TASK> The reply should hold only the lines below beginning at the one with "thumb tip: (853, 816)" and ending at the one with "thumb mcp: (620, 568)", copied exactly, with every picture left out.

*** Opening of MATERIAL FOR THE TASK ***

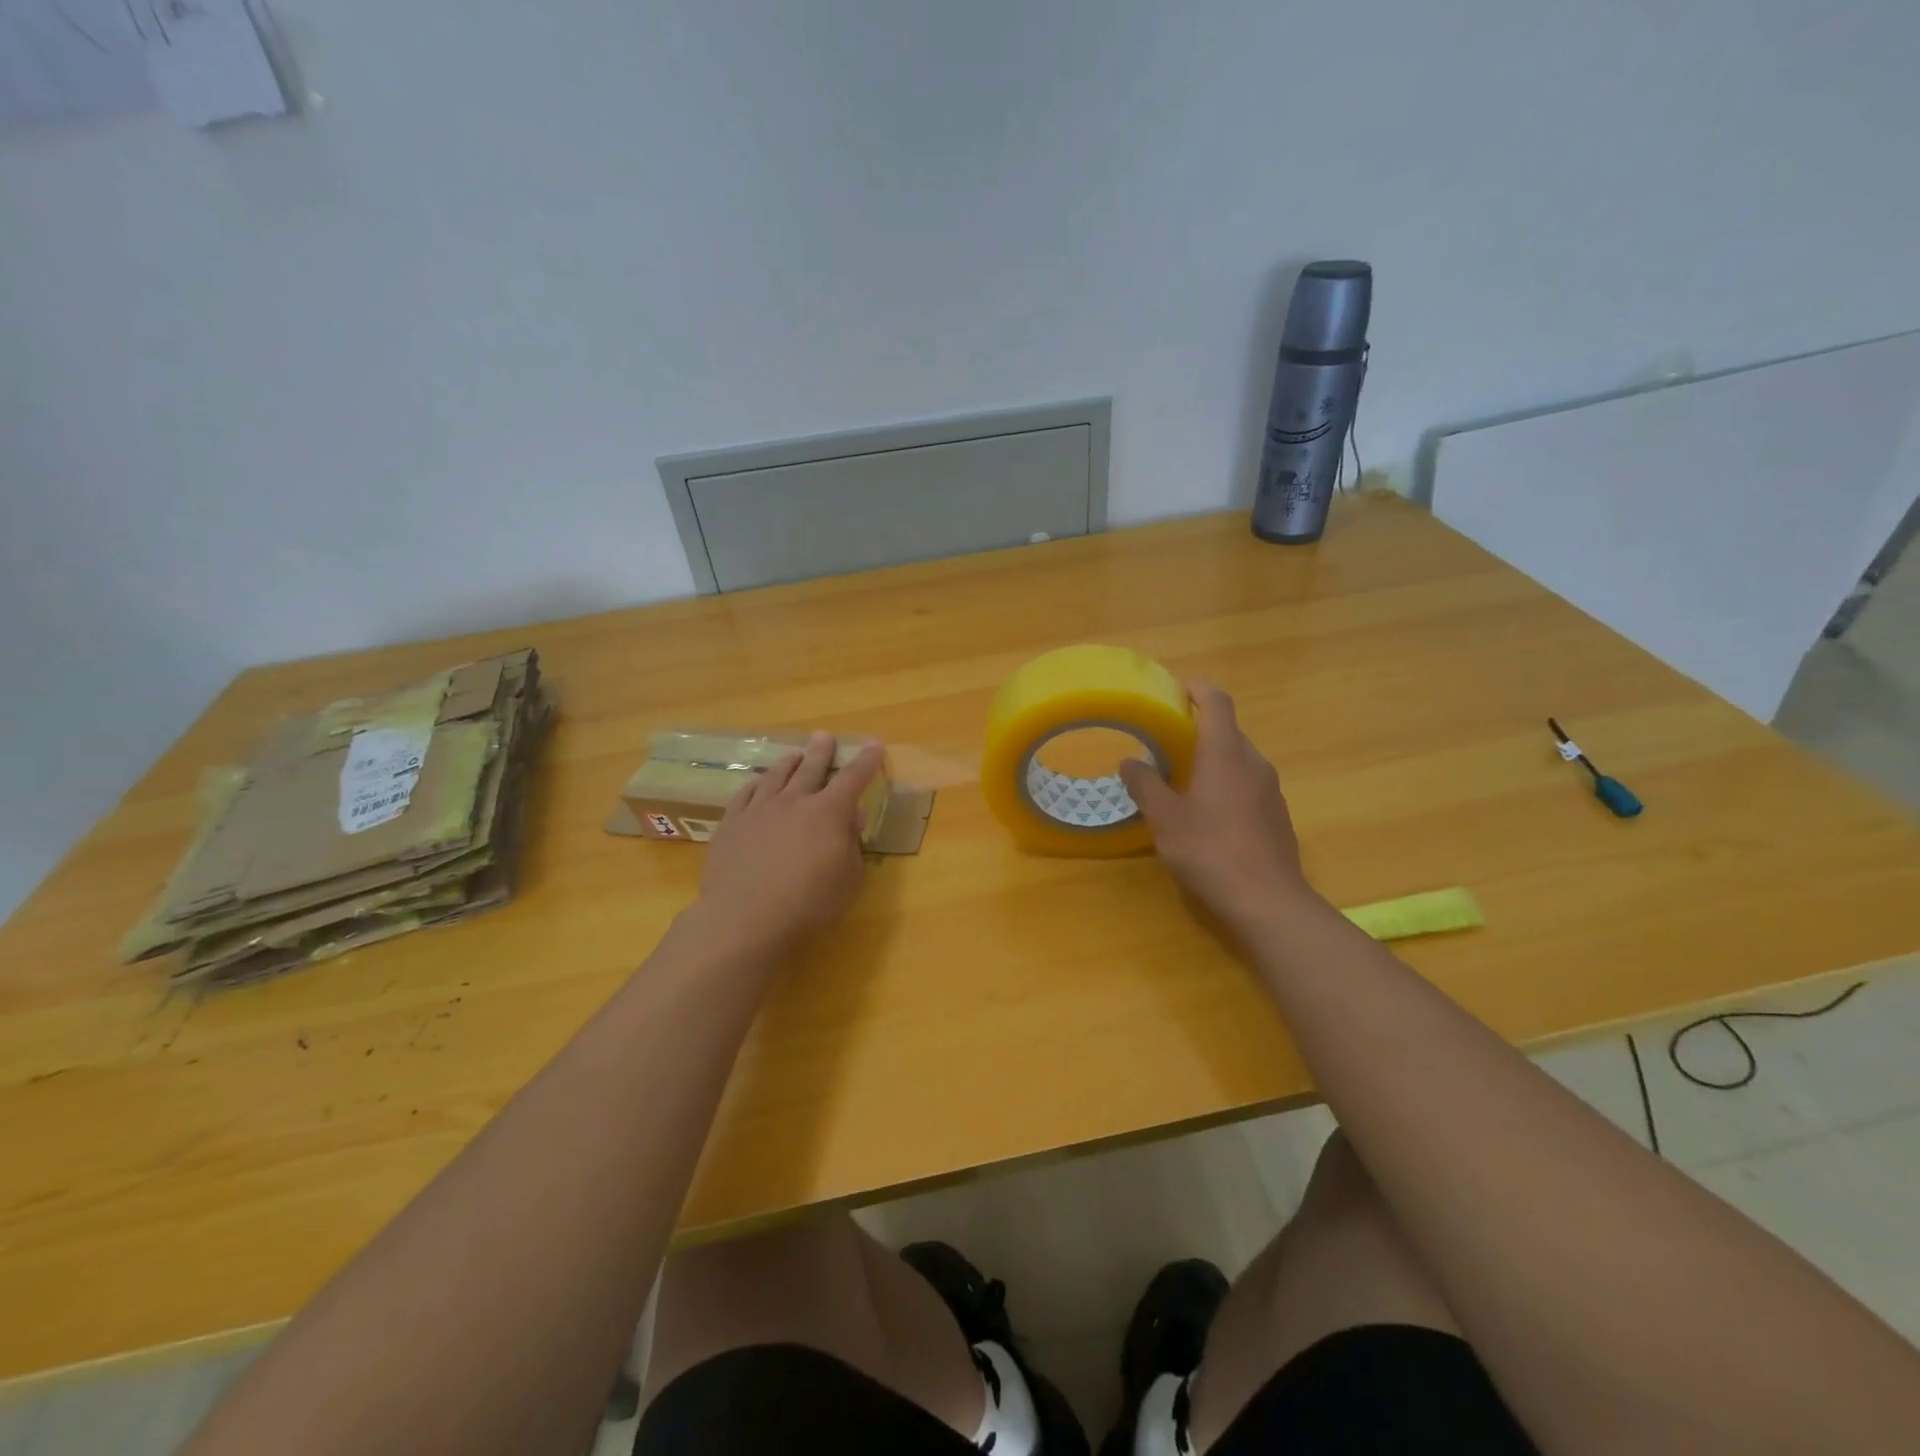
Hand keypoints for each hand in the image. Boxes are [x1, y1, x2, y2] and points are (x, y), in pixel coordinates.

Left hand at [693, 732, 885, 958]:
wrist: (745, 919)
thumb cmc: (809, 905)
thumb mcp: (849, 880)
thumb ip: (853, 844)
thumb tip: (853, 816)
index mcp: (829, 812)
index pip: (854, 778)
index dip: (866, 761)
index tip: (874, 745)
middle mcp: (794, 801)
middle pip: (810, 768)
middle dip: (821, 751)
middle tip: (823, 736)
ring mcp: (758, 810)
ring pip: (776, 776)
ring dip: (788, 763)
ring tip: (794, 755)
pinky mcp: (731, 825)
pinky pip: (744, 794)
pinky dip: (755, 784)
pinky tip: (757, 783)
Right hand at [1118, 684, 1315, 928]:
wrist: (1267, 900)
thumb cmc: (1209, 850)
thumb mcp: (1164, 818)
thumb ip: (1145, 784)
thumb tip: (1130, 761)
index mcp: (1225, 752)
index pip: (1216, 701)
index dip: (1196, 689)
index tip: (1175, 691)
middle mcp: (1253, 761)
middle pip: (1227, 730)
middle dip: (1198, 730)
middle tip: (1165, 742)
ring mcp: (1270, 789)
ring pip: (1238, 759)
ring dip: (1212, 759)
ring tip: (1181, 779)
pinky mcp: (1276, 815)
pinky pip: (1247, 784)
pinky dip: (1226, 784)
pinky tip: (1207, 814)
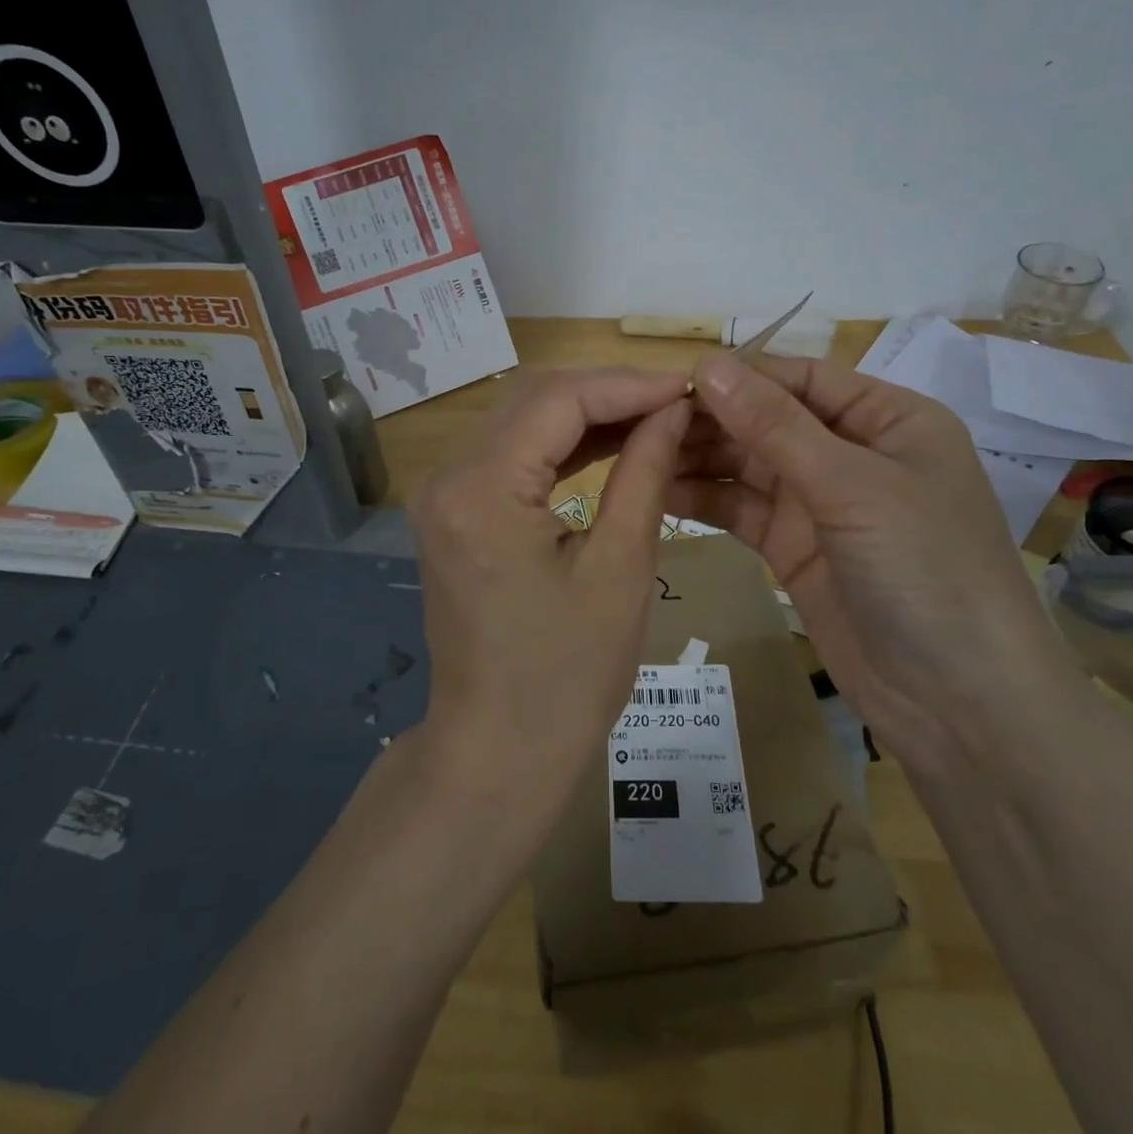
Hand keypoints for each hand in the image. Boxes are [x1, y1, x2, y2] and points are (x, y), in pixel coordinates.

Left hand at [408, 368, 691, 822]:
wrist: (499, 750)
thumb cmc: (568, 675)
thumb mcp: (620, 568)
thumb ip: (644, 472)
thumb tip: (673, 408)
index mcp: (481, 489)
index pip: (558, 399)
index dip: (627, 384)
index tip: (687, 384)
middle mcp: (448, 477)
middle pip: (534, 399)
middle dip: (609, 392)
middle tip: (677, 400)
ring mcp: (445, 494)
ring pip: (523, 421)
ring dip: (588, 414)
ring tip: (657, 417)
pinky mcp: (455, 512)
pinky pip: (513, 456)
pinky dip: (563, 445)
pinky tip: (612, 443)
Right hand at [669, 351, 1068, 760]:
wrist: (960, 704)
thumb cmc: (926, 571)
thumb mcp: (853, 487)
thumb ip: (775, 425)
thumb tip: (707, 363)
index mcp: (887, 419)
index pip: (801, 378)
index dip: (739, 376)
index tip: (670, 382)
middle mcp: (851, 452)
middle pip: (767, 419)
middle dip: (710, 419)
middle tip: (639, 422)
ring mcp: (819, 503)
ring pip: (747, 465)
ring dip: (698, 458)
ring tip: (637, 453)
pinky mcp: (793, 548)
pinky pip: (740, 510)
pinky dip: (703, 500)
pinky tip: (658, 491)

*** Close of MATERIAL FOR THE TASK ***

ANSWER>
thumb tip: (853, 816)
index mcp: (829, 812)
index pip: (854, 778)
index dip: (866, 761)
index tip: (874, 745)
middle mcp: (794, 801)
middle pip: (810, 768)
middle dip: (821, 751)
middle tip: (823, 736)
ring mcp: (758, 810)
ring pip: (776, 776)
ring dip: (788, 763)
ring tip: (794, 755)
pinky mcp: (731, 825)
pinky pip: (744, 794)
pinky dip: (755, 784)
pinky tip: (757, 783)
Right hand at [1118, 684, 1315, 928]:
wrist: (1267, 900)
thumb cmc: (1209, 850)
thumb mcp: (1164, 818)
thumb ip: (1145, 784)
thumb tip: (1130, 761)
index mcp: (1225, 752)
index pip: (1216, 701)
index dip: (1196, 689)
index tip: (1175, 691)
middle mcp: (1253, 761)
middle pip: (1227, 730)
middle dip: (1198, 730)
middle tip: (1165, 742)
ring mcp: (1270, 789)
ring pip: (1238, 759)
ring dip: (1212, 759)
ring tip: (1181, 779)
pinky mcp: (1276, 815)
pinky pip: (1247, 784)
pinky dip: (1226, 784)
pinky tip: (1207, 814)
Hand keypoints for each hand in the image. Boxes are [x1, y1, x2, y2] and points are (x, y), in pixel coordinates.

Left hand at [408, 368, 691, 822]:
wrist: (499, 750)
thumb cmc: (568, 675)
thumb mcp: (620, 568)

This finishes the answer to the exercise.